In the entries below, the word "Azmat" appears on some lines. Copy each of those lines.
___ Extracted entries ___
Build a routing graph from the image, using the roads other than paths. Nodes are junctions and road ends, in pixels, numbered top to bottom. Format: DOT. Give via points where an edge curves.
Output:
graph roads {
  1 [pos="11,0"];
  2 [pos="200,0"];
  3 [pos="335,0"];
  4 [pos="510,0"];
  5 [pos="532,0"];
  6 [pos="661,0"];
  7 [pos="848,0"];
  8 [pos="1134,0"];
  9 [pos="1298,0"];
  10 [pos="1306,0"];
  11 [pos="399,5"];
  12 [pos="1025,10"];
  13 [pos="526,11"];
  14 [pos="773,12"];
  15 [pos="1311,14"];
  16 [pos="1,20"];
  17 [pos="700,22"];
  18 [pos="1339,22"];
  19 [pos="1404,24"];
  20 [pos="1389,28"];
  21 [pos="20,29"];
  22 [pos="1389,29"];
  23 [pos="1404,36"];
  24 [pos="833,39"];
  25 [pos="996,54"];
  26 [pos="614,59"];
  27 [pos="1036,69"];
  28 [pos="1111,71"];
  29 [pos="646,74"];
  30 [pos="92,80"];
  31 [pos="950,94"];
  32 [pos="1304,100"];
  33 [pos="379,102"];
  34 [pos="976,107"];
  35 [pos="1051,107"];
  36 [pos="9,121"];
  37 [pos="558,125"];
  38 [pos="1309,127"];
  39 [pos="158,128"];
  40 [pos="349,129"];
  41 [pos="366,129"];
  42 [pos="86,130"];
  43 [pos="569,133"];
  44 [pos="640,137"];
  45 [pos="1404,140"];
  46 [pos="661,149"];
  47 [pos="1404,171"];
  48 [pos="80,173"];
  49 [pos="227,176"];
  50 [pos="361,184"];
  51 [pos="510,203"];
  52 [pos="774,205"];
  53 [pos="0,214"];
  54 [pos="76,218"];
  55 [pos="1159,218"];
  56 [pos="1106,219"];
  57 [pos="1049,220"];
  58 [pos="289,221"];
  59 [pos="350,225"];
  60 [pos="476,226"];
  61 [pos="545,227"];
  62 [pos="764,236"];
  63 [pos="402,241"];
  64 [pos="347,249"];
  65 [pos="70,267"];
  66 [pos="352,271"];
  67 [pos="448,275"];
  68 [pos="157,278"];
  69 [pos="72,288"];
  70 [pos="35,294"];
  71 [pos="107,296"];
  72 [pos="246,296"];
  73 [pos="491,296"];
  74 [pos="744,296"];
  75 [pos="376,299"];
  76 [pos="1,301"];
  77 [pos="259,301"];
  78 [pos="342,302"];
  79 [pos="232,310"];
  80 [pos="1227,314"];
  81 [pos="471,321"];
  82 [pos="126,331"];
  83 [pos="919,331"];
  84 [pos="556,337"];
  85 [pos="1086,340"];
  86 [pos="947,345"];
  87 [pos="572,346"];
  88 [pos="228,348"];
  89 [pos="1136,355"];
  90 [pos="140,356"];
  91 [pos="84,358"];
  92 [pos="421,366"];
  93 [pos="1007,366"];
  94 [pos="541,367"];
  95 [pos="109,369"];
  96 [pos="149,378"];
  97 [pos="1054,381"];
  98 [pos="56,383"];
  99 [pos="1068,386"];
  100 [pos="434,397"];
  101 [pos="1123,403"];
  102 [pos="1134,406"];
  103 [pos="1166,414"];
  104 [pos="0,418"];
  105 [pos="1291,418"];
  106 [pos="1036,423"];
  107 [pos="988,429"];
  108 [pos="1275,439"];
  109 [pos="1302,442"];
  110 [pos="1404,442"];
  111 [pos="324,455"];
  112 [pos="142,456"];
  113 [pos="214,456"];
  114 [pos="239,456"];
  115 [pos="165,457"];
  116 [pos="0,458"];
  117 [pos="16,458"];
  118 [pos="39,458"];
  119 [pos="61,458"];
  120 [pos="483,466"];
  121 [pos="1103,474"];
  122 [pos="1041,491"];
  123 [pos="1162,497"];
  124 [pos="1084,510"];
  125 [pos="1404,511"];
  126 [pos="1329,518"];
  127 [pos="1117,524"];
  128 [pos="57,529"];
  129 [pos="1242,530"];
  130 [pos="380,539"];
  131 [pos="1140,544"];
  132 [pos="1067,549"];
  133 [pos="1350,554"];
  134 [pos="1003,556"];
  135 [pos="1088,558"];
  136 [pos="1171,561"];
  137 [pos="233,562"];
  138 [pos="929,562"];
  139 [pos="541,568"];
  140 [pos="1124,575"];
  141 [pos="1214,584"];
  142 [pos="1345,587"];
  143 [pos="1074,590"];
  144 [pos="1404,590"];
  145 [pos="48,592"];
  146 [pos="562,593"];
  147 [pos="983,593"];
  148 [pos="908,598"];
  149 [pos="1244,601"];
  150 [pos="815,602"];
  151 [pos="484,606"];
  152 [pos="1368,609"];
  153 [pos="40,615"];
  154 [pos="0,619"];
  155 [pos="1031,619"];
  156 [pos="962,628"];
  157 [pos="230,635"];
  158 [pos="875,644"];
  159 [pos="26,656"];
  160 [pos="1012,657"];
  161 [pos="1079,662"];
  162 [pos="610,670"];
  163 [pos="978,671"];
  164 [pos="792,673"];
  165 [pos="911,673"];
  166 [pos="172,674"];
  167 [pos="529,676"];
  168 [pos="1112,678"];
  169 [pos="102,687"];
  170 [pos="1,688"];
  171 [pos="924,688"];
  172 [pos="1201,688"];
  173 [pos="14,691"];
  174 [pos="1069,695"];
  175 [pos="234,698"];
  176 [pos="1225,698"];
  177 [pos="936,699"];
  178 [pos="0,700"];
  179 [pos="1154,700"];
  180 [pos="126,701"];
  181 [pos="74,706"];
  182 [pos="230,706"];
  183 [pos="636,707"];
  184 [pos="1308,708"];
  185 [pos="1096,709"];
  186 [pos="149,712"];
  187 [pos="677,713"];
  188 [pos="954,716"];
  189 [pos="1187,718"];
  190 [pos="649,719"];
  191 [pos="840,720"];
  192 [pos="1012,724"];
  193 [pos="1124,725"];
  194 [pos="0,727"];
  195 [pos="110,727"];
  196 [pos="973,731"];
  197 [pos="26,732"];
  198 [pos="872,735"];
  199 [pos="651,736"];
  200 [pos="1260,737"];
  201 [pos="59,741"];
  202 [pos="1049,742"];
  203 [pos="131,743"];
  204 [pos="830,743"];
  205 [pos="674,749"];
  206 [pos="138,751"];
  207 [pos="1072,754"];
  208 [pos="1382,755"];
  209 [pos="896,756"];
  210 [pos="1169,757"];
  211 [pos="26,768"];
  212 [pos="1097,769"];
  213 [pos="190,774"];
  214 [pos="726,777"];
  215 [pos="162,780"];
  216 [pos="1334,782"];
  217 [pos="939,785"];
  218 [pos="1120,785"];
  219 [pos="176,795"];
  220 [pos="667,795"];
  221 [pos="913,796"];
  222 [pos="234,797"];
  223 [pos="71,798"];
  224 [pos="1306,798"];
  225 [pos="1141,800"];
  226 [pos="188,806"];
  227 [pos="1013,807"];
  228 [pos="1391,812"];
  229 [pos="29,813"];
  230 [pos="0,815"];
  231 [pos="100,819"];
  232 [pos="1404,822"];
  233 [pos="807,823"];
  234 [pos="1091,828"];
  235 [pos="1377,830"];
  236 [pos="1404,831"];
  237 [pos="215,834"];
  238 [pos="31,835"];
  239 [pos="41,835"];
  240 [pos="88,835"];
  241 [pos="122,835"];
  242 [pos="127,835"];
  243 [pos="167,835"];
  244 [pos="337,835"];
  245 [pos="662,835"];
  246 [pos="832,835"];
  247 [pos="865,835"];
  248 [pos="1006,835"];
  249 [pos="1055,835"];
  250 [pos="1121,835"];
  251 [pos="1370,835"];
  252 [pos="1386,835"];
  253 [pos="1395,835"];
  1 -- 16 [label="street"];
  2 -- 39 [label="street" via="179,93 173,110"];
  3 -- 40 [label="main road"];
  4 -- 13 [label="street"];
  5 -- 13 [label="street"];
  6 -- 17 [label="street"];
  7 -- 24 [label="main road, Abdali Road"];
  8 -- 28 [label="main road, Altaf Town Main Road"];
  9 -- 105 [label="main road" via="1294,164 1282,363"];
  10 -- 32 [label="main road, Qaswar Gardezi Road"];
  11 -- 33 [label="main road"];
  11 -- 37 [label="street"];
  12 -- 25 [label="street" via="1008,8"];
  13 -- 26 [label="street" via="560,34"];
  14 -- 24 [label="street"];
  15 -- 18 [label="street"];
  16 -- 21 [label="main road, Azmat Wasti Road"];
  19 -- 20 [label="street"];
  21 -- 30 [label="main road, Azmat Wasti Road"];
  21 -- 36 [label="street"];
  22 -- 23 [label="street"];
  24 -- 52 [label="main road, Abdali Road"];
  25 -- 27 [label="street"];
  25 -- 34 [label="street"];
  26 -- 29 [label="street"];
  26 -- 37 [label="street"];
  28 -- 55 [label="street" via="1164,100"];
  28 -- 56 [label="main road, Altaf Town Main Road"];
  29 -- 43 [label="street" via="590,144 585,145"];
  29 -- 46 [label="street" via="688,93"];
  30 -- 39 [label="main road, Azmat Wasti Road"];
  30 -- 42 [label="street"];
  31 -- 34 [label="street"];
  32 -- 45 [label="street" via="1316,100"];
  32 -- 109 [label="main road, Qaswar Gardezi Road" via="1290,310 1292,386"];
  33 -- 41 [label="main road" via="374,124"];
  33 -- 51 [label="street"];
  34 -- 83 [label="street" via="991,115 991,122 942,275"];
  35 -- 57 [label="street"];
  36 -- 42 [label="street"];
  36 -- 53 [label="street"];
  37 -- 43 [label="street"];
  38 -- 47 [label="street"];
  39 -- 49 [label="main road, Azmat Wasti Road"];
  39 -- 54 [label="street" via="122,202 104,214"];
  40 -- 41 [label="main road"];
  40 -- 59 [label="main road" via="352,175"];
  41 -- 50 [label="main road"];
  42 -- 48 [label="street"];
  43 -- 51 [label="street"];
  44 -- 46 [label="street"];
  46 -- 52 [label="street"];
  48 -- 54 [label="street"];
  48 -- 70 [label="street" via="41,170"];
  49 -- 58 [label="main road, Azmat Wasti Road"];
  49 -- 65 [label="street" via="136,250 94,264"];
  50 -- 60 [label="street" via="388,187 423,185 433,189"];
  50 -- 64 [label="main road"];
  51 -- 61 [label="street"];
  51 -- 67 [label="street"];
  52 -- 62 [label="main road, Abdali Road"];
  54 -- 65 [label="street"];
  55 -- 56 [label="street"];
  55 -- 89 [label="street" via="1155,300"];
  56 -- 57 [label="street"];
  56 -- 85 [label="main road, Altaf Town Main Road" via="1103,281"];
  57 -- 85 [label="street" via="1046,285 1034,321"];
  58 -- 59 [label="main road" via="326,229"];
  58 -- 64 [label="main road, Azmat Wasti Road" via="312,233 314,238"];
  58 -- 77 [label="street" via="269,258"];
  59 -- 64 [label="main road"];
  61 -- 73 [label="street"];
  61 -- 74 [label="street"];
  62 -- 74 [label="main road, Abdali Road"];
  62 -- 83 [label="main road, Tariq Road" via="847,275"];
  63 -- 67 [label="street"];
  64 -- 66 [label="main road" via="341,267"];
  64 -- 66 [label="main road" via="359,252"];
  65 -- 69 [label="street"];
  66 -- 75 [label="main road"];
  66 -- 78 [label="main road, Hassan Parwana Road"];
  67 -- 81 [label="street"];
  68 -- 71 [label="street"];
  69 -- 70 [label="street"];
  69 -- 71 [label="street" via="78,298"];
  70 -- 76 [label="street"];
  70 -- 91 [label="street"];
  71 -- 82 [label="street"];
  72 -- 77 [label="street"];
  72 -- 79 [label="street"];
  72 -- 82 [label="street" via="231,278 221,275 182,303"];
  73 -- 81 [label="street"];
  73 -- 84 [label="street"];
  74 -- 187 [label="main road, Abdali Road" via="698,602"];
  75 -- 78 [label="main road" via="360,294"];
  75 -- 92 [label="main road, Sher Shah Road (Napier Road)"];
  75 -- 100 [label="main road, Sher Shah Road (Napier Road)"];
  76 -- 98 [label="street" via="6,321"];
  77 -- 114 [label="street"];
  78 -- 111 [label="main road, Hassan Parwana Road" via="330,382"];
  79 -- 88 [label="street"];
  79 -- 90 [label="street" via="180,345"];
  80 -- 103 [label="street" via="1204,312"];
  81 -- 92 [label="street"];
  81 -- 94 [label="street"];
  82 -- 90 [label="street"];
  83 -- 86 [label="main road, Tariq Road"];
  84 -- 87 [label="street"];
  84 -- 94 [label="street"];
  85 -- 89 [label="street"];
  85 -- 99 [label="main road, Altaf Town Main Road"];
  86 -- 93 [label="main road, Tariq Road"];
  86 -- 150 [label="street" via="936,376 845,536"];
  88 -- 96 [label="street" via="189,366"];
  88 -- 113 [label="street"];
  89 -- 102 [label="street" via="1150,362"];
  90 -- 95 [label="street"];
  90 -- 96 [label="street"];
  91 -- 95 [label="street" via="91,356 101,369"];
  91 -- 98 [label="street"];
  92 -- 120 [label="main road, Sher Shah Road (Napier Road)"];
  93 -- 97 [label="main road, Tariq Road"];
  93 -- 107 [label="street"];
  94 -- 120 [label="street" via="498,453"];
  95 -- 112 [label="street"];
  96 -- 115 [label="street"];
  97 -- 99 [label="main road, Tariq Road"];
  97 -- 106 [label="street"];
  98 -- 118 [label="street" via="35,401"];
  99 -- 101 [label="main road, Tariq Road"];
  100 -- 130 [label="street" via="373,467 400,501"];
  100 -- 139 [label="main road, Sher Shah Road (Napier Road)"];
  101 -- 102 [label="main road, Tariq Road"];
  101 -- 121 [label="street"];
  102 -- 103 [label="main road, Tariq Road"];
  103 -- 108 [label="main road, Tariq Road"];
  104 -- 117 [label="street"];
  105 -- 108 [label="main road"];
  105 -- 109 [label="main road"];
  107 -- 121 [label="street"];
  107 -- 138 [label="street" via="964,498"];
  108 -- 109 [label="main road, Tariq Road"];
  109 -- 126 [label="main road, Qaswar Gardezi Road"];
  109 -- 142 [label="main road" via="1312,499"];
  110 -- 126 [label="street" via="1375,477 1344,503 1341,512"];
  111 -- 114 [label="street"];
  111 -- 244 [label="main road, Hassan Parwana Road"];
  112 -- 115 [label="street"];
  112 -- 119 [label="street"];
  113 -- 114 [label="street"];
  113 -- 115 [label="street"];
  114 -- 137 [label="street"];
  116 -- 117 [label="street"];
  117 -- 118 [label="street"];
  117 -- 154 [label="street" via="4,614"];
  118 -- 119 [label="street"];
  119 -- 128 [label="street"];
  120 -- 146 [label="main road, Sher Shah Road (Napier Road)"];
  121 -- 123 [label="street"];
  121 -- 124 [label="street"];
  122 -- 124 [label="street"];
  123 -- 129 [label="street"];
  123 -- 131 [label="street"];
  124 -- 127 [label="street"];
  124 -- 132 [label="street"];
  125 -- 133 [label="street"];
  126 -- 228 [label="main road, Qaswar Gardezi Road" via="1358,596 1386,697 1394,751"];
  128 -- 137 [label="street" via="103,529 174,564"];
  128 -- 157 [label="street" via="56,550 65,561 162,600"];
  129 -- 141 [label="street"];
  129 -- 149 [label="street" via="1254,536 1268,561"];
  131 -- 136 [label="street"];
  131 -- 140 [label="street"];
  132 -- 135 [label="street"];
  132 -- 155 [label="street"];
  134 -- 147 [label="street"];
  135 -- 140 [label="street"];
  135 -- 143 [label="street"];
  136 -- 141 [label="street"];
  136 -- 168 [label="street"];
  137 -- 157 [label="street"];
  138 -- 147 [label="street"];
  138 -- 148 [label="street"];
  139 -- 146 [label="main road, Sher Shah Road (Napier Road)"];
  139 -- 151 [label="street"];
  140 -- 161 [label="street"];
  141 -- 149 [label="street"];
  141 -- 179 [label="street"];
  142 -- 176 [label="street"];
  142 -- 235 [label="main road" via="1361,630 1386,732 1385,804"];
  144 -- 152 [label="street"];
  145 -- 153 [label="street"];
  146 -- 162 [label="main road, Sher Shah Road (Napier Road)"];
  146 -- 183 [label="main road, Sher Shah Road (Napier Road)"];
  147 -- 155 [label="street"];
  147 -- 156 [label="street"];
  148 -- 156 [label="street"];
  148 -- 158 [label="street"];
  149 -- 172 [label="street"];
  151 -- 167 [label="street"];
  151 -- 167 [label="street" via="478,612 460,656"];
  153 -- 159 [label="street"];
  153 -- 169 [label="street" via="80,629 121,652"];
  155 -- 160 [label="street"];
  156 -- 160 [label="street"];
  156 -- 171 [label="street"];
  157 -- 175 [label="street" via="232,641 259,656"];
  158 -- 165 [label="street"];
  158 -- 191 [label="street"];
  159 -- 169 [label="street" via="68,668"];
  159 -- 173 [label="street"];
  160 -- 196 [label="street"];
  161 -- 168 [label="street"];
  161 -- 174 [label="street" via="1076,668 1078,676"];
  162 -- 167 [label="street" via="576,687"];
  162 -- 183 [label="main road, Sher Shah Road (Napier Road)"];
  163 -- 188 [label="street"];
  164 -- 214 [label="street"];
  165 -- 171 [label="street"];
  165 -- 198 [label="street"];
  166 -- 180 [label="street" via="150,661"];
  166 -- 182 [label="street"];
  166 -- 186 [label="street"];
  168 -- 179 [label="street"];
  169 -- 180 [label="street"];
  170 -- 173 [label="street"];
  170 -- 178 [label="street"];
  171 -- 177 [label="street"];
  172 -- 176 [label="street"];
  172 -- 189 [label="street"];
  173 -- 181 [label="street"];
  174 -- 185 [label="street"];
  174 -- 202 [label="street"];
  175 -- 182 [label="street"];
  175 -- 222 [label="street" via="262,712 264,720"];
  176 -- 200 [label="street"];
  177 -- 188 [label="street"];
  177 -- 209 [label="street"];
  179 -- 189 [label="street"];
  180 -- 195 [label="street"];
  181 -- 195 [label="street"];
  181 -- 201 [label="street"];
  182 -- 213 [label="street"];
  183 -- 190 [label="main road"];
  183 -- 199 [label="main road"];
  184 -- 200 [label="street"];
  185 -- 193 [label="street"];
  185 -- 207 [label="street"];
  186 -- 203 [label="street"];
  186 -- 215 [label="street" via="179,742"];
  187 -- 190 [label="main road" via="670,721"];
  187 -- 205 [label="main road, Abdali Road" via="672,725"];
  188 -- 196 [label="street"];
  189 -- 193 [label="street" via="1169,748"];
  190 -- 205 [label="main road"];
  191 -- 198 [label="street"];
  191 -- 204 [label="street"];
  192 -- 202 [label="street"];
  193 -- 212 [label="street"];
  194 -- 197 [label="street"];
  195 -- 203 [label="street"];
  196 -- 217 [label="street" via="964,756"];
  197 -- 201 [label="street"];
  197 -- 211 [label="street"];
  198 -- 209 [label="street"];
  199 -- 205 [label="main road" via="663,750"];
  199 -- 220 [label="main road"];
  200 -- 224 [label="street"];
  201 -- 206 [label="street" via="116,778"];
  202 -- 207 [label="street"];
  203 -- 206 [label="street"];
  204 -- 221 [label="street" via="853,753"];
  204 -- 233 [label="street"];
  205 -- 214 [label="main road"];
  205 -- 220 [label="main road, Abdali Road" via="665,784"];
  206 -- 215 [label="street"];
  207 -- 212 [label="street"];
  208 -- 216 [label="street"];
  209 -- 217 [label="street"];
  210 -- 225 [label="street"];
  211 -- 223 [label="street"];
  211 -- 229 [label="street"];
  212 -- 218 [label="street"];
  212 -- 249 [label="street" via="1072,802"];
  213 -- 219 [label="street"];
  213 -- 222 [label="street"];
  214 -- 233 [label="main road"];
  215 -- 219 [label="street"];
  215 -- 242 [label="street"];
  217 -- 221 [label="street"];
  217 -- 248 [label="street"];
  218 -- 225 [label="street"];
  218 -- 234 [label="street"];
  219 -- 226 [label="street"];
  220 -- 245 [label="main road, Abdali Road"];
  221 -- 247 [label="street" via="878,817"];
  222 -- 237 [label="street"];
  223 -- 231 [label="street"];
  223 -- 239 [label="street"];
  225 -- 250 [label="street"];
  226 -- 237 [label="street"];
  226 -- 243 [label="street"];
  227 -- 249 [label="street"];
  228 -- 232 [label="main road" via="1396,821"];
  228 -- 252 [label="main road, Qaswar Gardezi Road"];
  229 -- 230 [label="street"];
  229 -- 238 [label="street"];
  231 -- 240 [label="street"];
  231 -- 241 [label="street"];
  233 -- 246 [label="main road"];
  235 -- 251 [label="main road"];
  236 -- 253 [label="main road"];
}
___
_Output for this exercise_
  16 -- 21 [label="main road, Azmat Wasti Road"];
  21 -- 30 [label="main road, Azmat Wasti Road"];
  30 -- 39 [label="main road, Azmat Wasti Road"];
  39 -- 49 [label="main road, Azmat Wasti Road"];
  49 -- 58 [label="main road, Azmat Wasti Road"];
  58 -- 64 [label="main road, Azmat Wasti Road" via="312,233 314,238"];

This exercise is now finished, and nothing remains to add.